Mentioning a horse, the haughty young aristocrat asked what he would lay against it.

'Against it?' said the welcher. 'Well, it ain't usual for us to lay against 'em; but I'll give yer 4 to 2.' 'Very well,' wearily replied the marquis; in half millions. I also want to back it for a lady, in gloves.' 'Wery good, my lord; dogskin or kid?'

This of course could only be meant for insult. The peer looked at him half amused, half disgusted, and walked listlessly away.

The welcher scowled after him with bitter hatred; but just then the bell rang, and he hurried off to see the horses and jockeys weighed. When he arrived at the shed he found all ready but one, the jockey who was to ride the horse he had laid against. He was just sitting down to dinner.

'They're waiting for you,' said a steward, rushing into the room.

'Ask them to wait a little longer; I shall be ready in forty minutes,' said the jockey, taking a spoonful of potage à la Tortue.

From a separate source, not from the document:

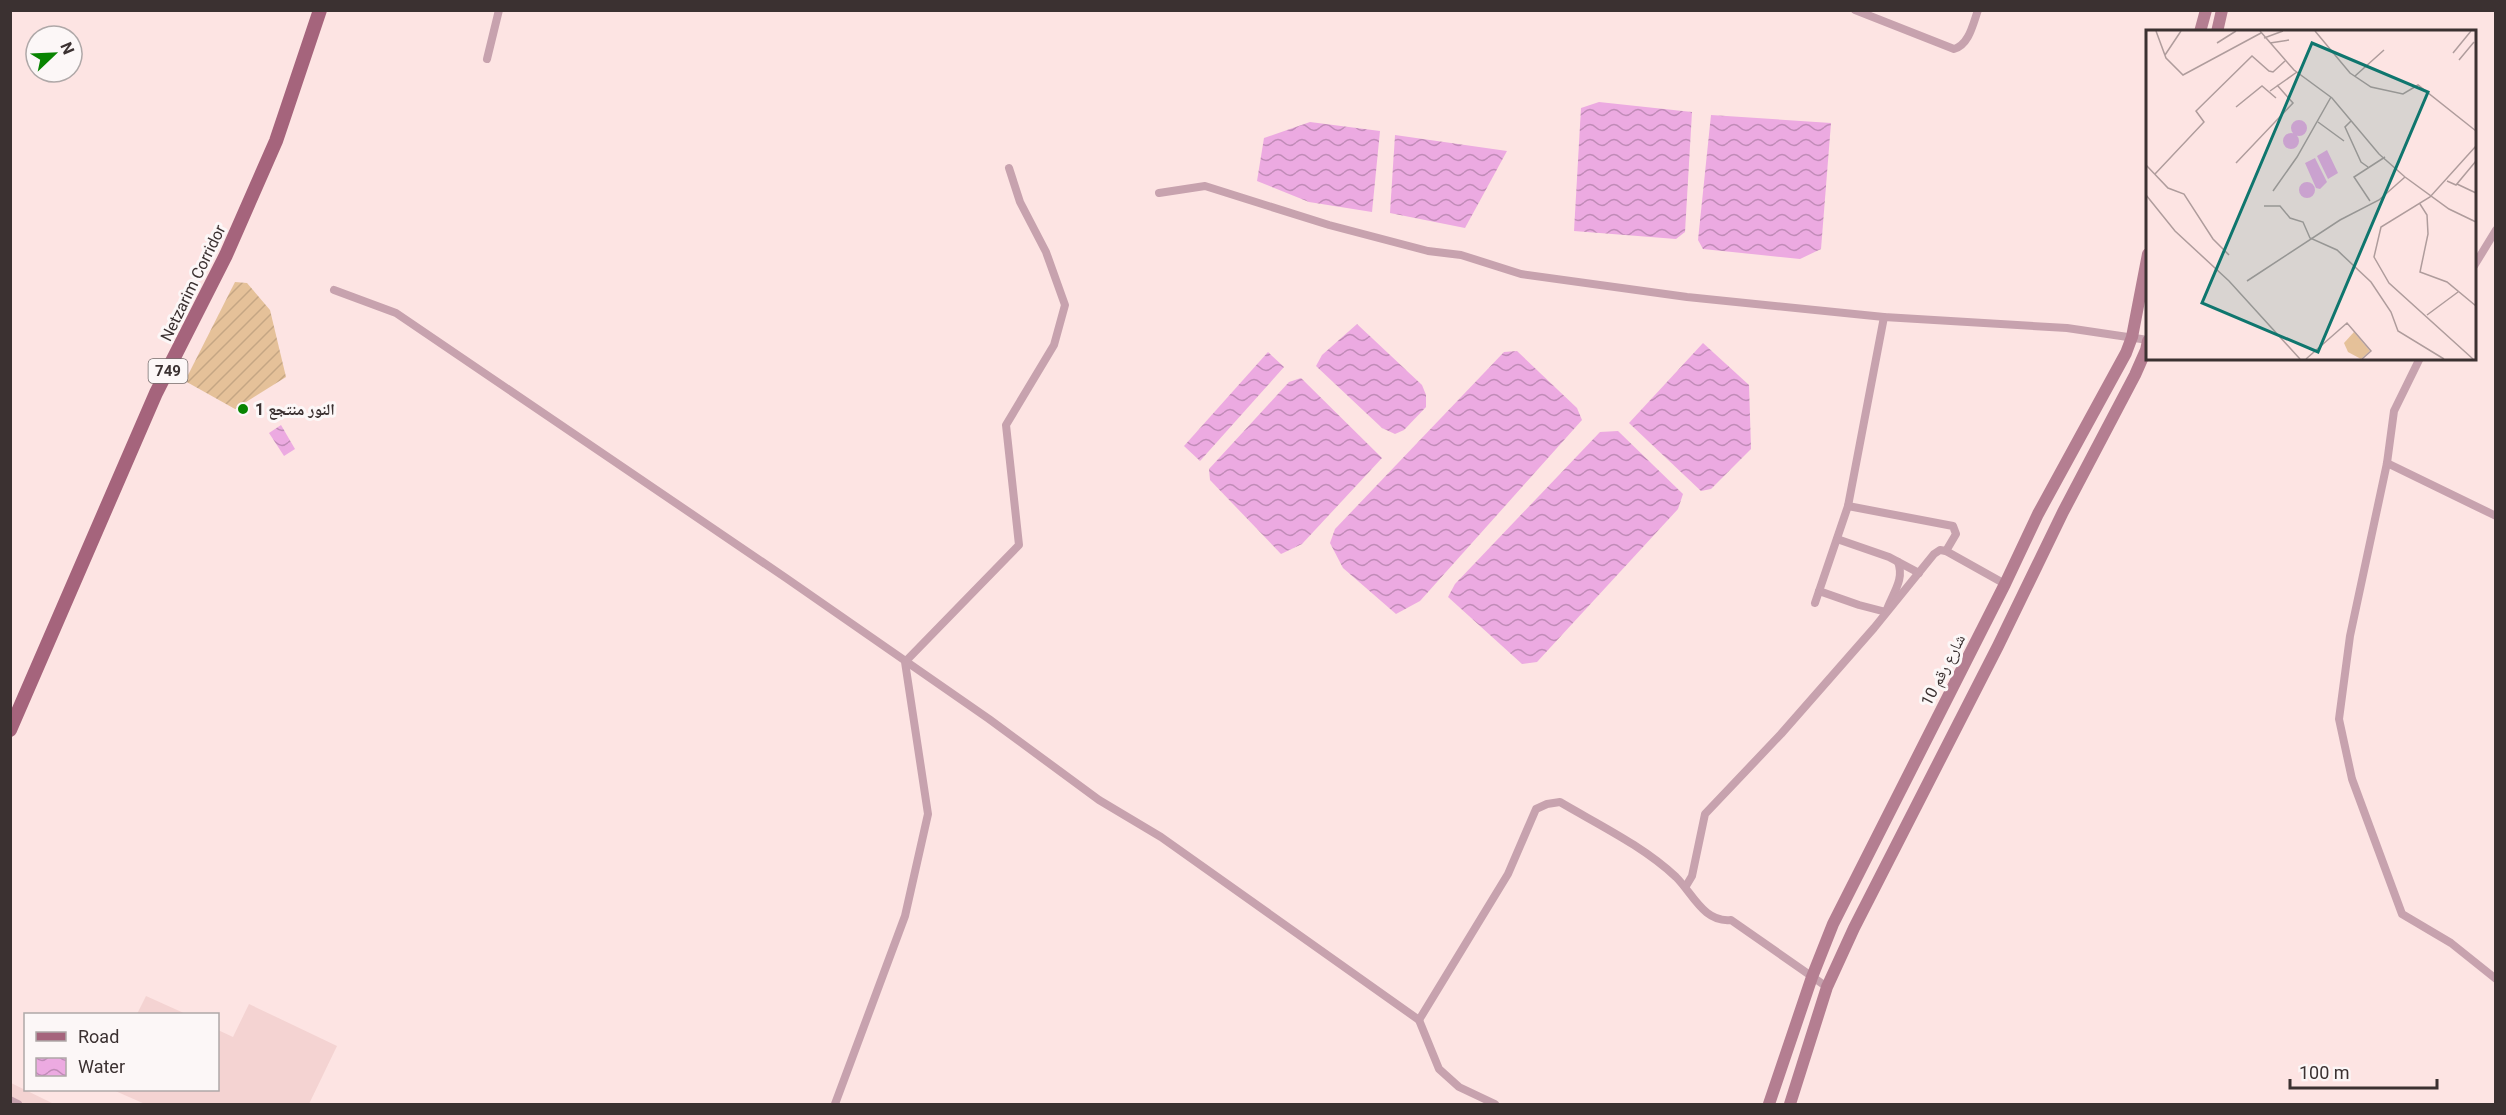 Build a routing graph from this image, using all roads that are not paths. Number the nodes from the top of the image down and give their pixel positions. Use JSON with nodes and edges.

The steward rushed out somewhat excitedly.

'Now's my time,' said the welcher, and creeping behind the light weight he gently unfastened one of his spurs, and put another in its place. He had scarcely finished when the referee came in to say that the starter would wait no longer. Quaffing a large goblet of champagne, the jockey murmured, Che, sara, sara,' and staggered out. Why did the welcher look so fiendish. He had fastened on the jockey's boot a spur with painted rowels.

Following him out, he could just see him galloping down the course, and hear the people cheer as their favourite went by in his crimson jacket, with scarlet sash, green hoops, pink sleeves, and yellow cap. Before he could get to the starting-box the horses were off; but disdaining to join them in the middle of the race, and wishing also to exchange a few compliments with the starter, he rode up to him, and after relieving his mind, dashed after the others. By the time he got to the 'Corner' he was only two furlongs behind; at the distance a hundred yards; at the Red House fifty; and as they passed the Stand he was but a length from the leaders. He touched his gallant steed with the spur for a final effort; but instead of leaving the others behind as usual, it staggered, stopped, and went to sleep. The laudanum had done its work. Just then his rider heard a great shout, and looking up saw thousands of arms carrying the victorious jockey back to the scales. La Merveille had won the Cambridgeshire.

ORACLE. (E. E. D. Davis.)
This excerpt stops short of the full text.